For this exercise, return the line containing "thumb ip: (713, 1012)" and every line after it through the end of the records below, without alteration.
=== Begin Enclosure ===
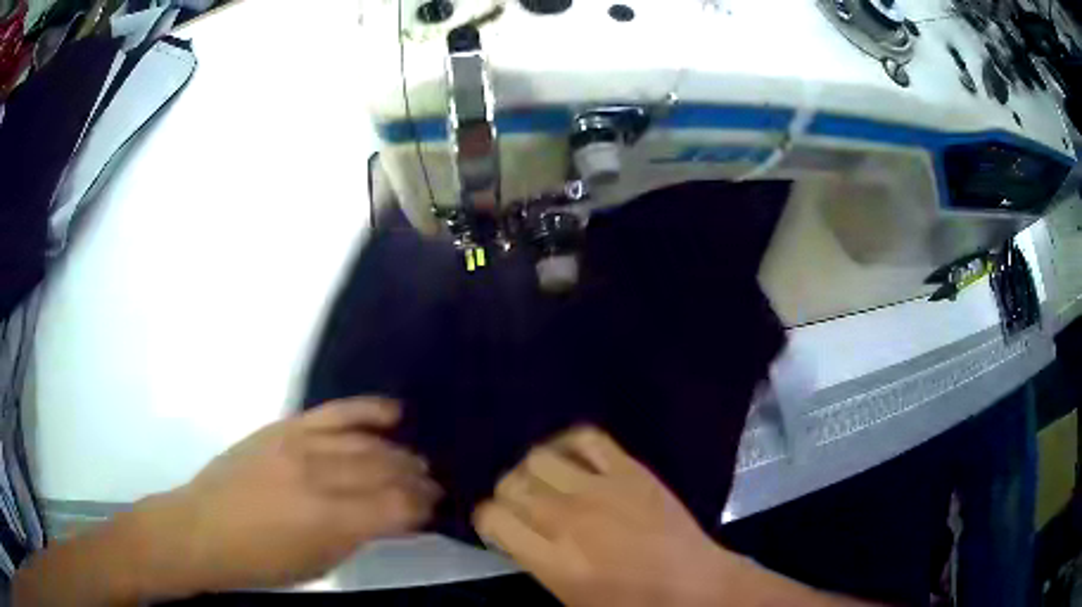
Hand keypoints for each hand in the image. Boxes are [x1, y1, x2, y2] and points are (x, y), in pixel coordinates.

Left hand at [131, 398, 439, 595]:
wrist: (203, 529)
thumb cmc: (262, 562)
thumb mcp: (318, 564)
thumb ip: (359, 537)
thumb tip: (396, 519)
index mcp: (329, 520)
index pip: (396, 507)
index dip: (423, 507)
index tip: (436, 508)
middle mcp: (319, 476)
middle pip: (386, 469)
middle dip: (416, 478)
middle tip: (433, 484)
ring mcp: (299, 444)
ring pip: (366, 441)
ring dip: (399, 451)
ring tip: (415, 460)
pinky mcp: (284, 426)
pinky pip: (333, 411)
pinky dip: (367, 410)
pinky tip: (393, 411)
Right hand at [473, 427, 739, 606]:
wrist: (693, 584)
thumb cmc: (630, 602)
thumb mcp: (569, 596)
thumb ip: (536, 559)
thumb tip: (518, 532)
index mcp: (551, 559)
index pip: (492, 518)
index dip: (489, 520)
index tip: (501, 526)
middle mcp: (567, 519)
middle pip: (510, 485)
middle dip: (508, 496)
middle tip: (524, 508)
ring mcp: (600, 489)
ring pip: (538, 458)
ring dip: (533, 472)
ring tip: (546, 484)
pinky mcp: (629, 469)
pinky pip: (586, 438)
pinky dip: (570, 443)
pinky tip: (572, 458)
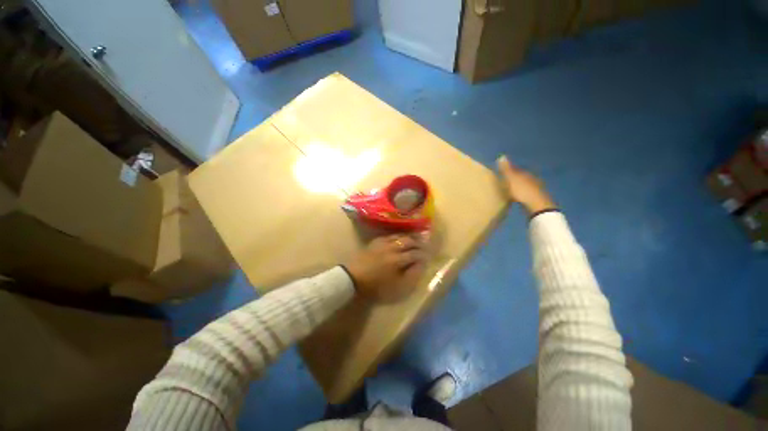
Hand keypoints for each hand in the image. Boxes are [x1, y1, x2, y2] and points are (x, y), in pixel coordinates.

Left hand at [344, 233, 428, 302]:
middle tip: (424, 245)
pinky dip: (397, 236)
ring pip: (399, 236)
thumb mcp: (396, 287)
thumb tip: (420, 265)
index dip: (423, 255)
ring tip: (414, 240)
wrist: (353, 278)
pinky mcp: (375, 242)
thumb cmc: (375, 286)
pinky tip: (399, 238)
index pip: (415, 254)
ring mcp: (383, 243)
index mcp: (398, 259)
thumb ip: (411, 275)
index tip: (428, 256)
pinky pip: (389, 236)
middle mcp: (392, 248)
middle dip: (418, 243)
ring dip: (408, 238)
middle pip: (408, 241)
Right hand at [496, 155, 555, 214]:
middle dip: (514, 179)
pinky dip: (522, 194)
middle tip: (505, 182)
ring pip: (525, 185)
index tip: (501, 174)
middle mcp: (532, 179)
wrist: (537, 205)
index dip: (509, 171)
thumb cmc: (522, 191)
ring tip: (510, 191)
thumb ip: (506, 169)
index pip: (516, 170)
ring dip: (519, 187)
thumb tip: (501, 155)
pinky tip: (518, 198)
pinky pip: (526, 194)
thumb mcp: (511, 179)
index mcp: (525, 173)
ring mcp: (535, 189)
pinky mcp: (536, 198)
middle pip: (521, 177)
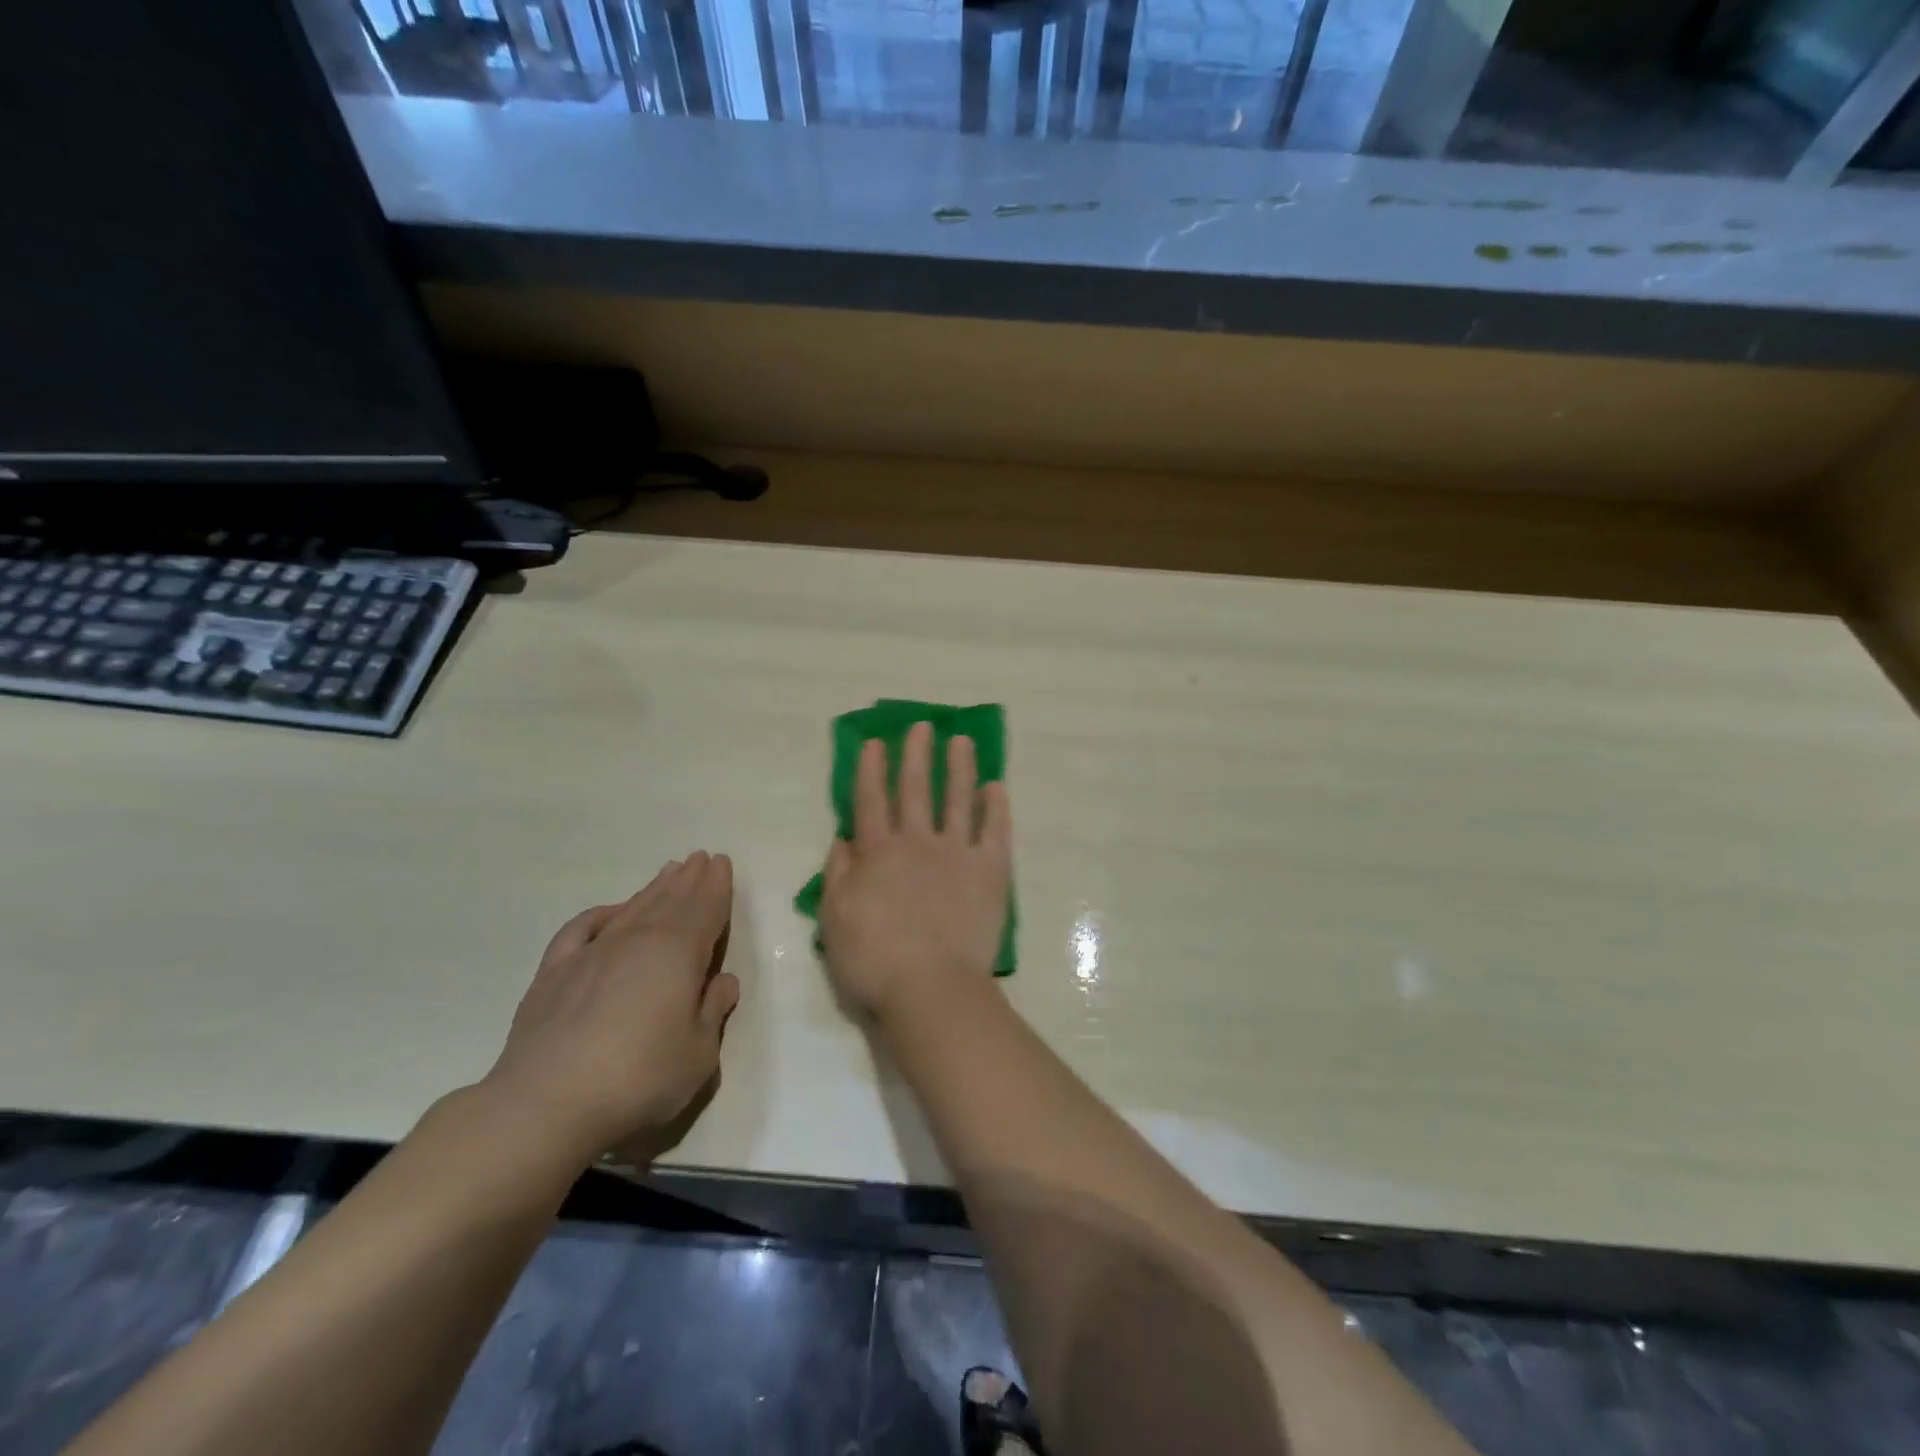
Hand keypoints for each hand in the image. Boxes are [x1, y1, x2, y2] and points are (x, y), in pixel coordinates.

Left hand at [485, 852, 740, 1164]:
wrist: (546, 1104)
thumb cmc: (638, 1077)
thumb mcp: (698, 1054)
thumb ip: (713, 1012)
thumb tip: (723, 981)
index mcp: (678, 953)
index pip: (705, 910)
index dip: (716, 886)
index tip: (722, 862)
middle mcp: (637, 941)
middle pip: (670, 901)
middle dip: (689, 879)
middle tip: (701, 858)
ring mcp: (592, 954)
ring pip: (632, 909)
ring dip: (653, 889)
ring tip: (669, 872)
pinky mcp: (553, 974)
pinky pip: (581, 930)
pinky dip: (599, 915)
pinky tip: (609, 912)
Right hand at [819, 721, 1011, 1021]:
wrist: (931, 987)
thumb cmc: (873, 959)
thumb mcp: (835, 919)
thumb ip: (837, 875)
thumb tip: (843, 840)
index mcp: (877, 852)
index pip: (871, 800)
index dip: (871, 769)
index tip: (875, 742)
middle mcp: (917, 842)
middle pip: (915, 789)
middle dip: (916, 755)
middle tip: (922, 725)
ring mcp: (957, 853)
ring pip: (958, 799)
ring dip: (959, 768)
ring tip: (961, 741)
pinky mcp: (991, 870)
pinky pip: (996, 831)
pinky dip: (997, 808)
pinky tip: (997, 787)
=== End Enclosure ===
● RESPONSE
thumb ip: (713, 1012)
thumb tip: (723, 981)
index mcp: (678, 953)
index pip: (705, 910)
index dip: (716, 886)
index tip: (722, 862)
middle mcp: (637, 941)
middle pip: (670, 901)
middle dip: (689, 879)
middle tip: (701, 858)
ring mcp: (592, 954)
ring pip: (632, 909)
ring dip: (653, 889)
ring tip: (669, 872)
pinky mcp: (553, 974)
pinky pip: (581, 930)
pinky dip: (599, 915)
pinky tip: (609, 912)
Right hand at [819, 721, 1011, 1021]:
wrist: (931, 987)
thumb cmc: (873, 959)
thumb mcp: (835, 919)
thumb ip: (837, 875)
thumb tip: (843, 840)
index mcp: (877, 852)
index pip: (871, 800)
index dip: (871, 769)
index tip: (875, 742)
middle mcp: (917, 842)
middle pip: (915, 789)
middle dip: (916, 755)
middle tip: (922, 725)
ring mcp: (957, 853)
ring pip: (958, 799)
ring dip: (959, 768)
ring tip: (961, 741)
pinky mcp: (991, 870)
pinky pip: (996, 831)
pinky dip: (997, 808)
pinky tip: (997, 787)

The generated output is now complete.